[Stored items]

BEGIN

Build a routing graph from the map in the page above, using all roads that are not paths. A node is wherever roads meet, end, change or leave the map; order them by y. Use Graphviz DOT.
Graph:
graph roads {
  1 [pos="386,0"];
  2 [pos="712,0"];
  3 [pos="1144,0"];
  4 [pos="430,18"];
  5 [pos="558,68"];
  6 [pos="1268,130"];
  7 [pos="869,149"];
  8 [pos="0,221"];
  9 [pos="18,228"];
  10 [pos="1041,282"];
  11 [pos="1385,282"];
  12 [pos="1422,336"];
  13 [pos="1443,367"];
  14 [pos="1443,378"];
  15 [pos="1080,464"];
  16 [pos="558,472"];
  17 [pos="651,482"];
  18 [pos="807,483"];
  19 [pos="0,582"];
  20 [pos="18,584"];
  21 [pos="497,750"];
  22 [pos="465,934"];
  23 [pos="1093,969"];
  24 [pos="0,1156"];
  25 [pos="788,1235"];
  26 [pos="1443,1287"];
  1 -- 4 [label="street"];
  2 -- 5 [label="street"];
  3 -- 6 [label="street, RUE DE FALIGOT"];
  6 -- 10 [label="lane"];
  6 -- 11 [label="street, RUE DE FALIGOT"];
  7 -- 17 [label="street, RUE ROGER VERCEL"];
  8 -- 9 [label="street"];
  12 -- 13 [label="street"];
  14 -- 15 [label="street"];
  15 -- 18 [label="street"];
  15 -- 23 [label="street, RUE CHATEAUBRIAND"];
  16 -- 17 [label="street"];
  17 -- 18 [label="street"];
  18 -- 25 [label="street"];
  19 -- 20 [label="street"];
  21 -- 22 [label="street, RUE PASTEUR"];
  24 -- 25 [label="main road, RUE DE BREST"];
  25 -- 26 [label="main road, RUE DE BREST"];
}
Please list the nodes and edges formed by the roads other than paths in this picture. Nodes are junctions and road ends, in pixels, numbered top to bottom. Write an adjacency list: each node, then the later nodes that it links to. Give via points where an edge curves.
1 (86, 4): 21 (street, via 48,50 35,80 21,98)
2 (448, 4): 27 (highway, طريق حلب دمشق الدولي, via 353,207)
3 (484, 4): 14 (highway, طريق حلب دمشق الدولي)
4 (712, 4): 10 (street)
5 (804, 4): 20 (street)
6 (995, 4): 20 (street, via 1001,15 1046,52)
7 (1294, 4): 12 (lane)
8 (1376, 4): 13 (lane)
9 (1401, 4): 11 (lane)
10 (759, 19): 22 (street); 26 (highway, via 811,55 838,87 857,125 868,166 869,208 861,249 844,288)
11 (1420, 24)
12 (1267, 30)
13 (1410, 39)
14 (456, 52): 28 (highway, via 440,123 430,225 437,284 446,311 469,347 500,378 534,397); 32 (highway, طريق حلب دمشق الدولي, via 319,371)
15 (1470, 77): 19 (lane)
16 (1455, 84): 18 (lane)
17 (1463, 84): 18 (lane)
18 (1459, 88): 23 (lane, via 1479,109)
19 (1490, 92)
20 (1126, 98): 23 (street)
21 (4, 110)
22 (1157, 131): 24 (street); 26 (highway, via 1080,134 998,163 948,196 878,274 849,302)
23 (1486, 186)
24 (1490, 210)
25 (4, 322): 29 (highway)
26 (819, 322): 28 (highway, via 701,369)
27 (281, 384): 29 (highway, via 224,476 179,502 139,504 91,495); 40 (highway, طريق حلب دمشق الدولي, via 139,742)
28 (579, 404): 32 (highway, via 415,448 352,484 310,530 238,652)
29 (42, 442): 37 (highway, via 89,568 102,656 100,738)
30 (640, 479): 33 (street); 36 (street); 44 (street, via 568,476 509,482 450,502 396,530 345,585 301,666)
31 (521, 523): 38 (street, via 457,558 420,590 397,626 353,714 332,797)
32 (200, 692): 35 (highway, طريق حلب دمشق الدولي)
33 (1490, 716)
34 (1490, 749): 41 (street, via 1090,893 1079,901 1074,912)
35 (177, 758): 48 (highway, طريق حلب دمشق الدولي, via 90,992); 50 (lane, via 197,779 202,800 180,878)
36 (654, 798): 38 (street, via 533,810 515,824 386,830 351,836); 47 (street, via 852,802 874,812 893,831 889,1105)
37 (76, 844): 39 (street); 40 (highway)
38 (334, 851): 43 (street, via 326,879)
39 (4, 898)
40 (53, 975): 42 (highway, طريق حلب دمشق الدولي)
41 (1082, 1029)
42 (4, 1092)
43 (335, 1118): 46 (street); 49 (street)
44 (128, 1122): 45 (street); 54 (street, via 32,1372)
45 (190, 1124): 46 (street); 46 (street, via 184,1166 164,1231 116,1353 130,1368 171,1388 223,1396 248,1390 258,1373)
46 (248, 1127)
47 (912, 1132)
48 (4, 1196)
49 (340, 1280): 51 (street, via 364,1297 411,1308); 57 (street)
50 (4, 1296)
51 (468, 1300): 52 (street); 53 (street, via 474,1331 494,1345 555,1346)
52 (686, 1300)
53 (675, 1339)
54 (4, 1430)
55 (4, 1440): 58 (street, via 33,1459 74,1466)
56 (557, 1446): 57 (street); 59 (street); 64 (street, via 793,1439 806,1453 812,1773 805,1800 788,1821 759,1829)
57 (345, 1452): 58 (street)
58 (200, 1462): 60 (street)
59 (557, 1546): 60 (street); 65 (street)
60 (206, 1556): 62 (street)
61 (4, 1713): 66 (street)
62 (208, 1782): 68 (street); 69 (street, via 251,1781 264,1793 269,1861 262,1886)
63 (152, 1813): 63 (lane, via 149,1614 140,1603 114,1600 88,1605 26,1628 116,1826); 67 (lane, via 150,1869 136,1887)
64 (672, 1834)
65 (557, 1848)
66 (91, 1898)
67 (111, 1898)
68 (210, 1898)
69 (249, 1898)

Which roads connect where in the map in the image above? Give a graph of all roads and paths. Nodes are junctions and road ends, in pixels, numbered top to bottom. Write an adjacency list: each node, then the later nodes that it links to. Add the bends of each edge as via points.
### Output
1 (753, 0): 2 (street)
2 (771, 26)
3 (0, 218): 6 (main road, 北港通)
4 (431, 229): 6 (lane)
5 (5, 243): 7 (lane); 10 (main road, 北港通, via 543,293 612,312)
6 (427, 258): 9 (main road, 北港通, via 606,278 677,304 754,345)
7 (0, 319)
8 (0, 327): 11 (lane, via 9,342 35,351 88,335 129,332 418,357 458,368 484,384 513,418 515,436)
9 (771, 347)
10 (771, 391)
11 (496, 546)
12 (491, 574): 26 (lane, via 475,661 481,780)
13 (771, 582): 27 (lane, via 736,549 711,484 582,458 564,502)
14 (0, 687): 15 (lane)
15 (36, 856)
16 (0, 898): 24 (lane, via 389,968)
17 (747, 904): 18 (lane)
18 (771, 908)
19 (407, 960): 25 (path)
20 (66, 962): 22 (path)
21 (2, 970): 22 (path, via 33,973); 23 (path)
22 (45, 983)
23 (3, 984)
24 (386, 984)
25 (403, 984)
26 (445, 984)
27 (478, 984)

END

» Exercise prompt:
Where a line in the entries holds the word "الدولي", copy that line.

» Written solution:
2 (448, 4): 27 (highway, طريق حلب دمشق الدولي, via 353,207)
3 (484, 4): 14 (highway, طريق حلب دمشق الدولي)
14 (456, 52): 28 (highway, via 440,123 430,225 437,284 446,311 469,347 500,378 534,397); 32 (highway, طريق حلب دمشق الدولي, via 319,371)
27 (281, 384): 29 (highway, via 224,476 179,502 139,504 91,495); 40 (highway, طريق حلب دمشق الدولي, via 139,742)
32 (200, 692): 35 (highway, طريق حلب دمشق الدولي)
35 (177, 758): 48 (highway, طريق حلب دمشق الدولي, via 90,992); 50 (lane, via 197,779 202,800 180,878)
40 (53, 975): 42 (highway, طريق حلب دمشق الدولي)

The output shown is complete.